### Problem details
Look through the data below and return each line where "main" appears.

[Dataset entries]
=== Section Start ===

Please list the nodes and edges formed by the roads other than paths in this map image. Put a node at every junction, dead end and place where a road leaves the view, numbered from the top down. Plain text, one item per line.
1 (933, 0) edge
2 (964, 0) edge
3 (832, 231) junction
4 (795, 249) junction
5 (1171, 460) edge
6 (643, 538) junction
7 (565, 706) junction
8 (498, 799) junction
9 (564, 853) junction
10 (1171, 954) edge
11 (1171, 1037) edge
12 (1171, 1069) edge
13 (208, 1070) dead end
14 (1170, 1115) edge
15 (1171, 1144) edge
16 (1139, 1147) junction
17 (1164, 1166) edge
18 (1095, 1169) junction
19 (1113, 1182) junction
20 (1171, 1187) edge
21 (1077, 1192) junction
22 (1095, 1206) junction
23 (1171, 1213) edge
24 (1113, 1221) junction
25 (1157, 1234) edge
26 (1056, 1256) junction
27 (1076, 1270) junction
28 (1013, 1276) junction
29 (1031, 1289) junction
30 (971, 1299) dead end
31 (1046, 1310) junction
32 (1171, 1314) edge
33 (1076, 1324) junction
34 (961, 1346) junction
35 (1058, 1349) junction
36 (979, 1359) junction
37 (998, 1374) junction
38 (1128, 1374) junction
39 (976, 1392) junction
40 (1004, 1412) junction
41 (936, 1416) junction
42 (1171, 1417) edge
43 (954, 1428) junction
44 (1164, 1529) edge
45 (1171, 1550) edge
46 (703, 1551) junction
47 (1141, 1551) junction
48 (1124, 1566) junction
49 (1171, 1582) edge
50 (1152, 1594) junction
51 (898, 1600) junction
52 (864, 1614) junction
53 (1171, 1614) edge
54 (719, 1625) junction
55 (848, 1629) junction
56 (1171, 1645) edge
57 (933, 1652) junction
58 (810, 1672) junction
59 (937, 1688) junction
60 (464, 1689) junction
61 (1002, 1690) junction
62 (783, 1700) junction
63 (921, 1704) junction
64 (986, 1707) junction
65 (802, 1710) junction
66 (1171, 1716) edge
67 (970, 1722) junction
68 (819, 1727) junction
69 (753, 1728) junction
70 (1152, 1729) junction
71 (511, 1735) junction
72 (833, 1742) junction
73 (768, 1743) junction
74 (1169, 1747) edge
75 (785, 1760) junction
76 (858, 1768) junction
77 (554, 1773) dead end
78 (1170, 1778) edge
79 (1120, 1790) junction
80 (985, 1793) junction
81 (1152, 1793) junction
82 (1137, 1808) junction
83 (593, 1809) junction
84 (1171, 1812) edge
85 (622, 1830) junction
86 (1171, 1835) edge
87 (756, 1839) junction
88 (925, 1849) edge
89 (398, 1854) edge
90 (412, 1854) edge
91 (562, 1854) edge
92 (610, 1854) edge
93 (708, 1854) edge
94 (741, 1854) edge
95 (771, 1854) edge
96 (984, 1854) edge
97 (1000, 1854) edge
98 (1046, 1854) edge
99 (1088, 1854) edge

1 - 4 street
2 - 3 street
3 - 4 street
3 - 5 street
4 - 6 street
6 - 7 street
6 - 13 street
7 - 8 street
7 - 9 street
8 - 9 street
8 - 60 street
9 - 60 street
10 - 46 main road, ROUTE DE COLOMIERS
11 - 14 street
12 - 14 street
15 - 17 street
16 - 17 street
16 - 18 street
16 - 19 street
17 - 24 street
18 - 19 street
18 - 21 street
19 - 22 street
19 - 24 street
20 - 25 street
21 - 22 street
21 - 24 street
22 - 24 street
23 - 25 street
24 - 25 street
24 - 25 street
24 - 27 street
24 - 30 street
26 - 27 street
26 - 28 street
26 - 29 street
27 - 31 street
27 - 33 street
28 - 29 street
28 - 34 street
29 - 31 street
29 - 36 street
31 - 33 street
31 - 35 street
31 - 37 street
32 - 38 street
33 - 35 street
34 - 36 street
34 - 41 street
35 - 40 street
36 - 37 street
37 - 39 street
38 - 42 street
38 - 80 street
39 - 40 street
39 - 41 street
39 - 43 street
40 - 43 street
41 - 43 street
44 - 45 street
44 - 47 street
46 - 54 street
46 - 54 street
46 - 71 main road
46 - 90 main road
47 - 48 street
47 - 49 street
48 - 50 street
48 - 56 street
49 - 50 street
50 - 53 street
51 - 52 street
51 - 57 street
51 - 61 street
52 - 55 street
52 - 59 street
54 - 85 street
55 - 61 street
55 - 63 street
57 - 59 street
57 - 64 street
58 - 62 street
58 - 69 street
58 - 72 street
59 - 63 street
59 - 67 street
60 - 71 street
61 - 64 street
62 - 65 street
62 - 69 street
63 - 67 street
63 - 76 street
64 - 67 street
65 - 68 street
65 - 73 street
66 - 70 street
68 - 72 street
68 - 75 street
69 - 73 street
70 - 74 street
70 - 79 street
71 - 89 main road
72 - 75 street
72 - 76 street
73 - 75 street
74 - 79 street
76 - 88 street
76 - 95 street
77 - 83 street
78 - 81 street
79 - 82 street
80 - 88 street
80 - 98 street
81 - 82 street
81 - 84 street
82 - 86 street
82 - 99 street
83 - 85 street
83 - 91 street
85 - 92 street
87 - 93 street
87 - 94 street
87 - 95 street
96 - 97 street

=== Section End ===

### Solution
10 - 46 main road, ROUTE DE COLOMIERS
46 - 71 main road
46 - 90 main road
71 - 89 main road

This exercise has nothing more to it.